## Problem statement
Exactly reproduce the lines from the top of the entries below through the line containing "position:relative; flex:1; overflow:hidden", with both ends included.
[Given records Boundary: Start]
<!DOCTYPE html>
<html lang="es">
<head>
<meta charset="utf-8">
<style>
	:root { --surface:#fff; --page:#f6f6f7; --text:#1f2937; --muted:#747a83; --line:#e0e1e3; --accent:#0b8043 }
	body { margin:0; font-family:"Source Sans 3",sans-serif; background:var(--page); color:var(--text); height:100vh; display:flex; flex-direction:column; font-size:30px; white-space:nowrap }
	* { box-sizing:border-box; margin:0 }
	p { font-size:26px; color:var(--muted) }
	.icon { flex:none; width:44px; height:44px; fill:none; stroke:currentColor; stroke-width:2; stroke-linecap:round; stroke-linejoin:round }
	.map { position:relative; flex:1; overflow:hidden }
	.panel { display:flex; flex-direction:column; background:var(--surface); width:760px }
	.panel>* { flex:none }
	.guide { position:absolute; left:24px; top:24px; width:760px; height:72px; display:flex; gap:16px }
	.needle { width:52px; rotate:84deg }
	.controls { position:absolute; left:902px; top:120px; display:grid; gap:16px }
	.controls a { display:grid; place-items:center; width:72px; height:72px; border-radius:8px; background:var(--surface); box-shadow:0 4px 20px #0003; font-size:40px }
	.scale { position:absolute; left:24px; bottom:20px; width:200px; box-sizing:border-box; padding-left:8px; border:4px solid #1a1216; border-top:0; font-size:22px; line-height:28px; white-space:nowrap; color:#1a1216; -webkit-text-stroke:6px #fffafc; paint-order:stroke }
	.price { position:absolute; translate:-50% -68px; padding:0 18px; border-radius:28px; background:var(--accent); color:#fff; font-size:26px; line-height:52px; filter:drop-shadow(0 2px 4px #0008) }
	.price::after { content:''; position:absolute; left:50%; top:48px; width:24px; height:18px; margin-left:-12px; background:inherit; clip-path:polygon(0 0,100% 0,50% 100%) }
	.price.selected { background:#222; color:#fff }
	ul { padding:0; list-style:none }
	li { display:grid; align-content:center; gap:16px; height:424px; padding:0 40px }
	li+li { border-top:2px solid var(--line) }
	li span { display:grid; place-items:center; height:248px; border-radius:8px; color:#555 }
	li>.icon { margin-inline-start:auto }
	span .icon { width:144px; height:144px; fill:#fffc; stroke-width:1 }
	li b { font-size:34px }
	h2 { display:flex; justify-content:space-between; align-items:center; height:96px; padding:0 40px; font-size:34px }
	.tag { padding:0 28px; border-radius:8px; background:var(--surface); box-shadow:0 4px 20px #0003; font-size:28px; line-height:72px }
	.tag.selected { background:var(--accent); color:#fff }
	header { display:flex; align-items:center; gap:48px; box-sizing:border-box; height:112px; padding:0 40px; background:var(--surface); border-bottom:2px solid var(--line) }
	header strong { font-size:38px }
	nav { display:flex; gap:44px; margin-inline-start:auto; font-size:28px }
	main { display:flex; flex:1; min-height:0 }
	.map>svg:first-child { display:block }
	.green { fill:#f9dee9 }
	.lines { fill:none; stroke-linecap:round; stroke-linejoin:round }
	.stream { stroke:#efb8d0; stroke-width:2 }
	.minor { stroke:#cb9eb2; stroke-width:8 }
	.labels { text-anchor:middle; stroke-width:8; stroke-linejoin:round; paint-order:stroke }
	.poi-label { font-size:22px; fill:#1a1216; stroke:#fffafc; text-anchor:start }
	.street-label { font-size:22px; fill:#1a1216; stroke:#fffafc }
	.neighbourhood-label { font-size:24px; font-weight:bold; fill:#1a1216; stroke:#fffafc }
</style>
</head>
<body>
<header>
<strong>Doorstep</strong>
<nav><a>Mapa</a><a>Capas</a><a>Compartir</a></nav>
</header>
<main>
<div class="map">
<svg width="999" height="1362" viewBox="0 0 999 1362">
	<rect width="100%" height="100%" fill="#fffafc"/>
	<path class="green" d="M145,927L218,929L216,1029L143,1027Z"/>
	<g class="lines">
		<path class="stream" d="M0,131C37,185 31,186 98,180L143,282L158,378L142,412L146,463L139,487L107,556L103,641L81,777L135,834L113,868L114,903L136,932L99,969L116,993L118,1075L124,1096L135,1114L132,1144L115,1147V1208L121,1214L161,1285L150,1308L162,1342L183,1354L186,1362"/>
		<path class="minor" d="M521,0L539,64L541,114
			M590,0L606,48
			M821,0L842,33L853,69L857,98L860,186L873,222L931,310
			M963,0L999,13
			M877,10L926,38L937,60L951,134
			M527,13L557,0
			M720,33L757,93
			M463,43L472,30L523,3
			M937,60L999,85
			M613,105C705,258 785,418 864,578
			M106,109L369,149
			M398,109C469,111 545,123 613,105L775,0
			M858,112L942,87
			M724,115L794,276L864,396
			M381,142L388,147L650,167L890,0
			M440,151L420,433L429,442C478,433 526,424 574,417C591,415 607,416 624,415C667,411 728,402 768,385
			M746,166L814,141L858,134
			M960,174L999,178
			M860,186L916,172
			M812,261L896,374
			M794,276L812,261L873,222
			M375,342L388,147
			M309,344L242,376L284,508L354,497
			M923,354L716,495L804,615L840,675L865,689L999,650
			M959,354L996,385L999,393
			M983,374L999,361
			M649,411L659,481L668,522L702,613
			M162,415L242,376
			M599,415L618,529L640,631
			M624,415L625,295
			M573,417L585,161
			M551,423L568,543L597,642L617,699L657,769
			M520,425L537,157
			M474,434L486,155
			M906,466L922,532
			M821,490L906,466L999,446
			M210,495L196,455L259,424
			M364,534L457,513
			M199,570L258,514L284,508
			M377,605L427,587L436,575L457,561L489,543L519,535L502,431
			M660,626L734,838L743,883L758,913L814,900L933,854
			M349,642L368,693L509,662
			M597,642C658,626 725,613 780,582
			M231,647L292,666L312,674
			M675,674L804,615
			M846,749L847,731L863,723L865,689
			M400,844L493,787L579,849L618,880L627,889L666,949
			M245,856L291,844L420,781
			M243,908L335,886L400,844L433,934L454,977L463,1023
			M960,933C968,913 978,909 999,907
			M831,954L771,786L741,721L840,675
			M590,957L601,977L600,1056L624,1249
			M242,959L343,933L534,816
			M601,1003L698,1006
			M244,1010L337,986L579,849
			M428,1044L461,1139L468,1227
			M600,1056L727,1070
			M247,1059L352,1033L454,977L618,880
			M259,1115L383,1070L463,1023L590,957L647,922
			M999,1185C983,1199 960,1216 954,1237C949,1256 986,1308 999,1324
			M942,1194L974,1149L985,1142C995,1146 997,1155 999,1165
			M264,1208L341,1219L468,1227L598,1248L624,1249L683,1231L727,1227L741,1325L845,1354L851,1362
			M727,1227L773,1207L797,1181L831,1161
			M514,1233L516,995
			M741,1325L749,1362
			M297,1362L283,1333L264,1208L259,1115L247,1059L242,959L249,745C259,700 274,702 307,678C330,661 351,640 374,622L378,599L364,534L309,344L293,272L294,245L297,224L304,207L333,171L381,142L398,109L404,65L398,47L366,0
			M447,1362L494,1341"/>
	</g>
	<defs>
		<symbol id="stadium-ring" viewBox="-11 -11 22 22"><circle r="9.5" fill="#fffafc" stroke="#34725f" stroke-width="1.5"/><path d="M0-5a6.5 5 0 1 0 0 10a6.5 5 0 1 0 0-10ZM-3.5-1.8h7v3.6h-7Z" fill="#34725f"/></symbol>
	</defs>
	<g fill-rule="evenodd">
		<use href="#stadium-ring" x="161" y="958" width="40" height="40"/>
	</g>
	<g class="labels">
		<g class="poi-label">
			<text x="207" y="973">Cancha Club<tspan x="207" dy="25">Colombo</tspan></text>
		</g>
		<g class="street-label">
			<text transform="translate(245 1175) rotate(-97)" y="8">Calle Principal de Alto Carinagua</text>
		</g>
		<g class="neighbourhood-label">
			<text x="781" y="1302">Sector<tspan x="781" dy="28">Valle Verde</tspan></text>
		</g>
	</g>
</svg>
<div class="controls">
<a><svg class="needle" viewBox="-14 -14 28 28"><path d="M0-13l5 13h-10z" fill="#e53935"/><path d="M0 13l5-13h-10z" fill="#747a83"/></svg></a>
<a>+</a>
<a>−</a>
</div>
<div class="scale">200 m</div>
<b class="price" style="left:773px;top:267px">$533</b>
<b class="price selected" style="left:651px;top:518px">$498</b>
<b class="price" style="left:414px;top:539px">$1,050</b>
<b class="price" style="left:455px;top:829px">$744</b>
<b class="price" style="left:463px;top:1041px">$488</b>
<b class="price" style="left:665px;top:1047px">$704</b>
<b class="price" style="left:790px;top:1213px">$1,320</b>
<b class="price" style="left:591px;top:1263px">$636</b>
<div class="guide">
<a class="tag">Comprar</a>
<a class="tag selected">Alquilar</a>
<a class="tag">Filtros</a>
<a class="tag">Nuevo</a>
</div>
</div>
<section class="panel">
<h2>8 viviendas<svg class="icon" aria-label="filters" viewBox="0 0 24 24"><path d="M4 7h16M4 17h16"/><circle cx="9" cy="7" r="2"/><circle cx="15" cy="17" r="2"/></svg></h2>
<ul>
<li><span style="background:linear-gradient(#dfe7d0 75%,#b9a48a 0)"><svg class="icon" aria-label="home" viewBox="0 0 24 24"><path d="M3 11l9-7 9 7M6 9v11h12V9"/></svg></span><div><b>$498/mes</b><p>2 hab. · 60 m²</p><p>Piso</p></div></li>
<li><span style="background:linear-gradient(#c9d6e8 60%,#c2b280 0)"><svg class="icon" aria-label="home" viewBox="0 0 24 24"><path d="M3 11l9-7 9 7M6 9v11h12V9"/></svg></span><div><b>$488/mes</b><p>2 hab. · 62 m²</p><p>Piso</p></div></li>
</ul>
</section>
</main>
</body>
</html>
[Given records Boundary: End]
## Response below
<!DOCTYPE html>
<html lang="es">
<head>
<meta charset="utf-8">
<style>
	:root { --surface:#fff; --page:#f6f6f7; --text:#1f2937; --muted:#747a83; --line:#e0e1e3; --accent:#0b8043 }
	body { margin:0; font-family:"Source Sans 3",sans-serif; background:var(--page); color:var(--text); height:100vh; display:flex; flex-direction:column; font-size:30px; white-space:nowrap }
	* { box-sizing:border-box; margin:0 }
	p { font-size:26px; color:var(--muted) }
	.icon { flex:none; width:44px; height:44px; fill:none; stroke:currentColor; stroke-width:2; stroke-linecap:round; stroke-linejoin:round }
	.map { position:relative; flex:1; overflow:hidden }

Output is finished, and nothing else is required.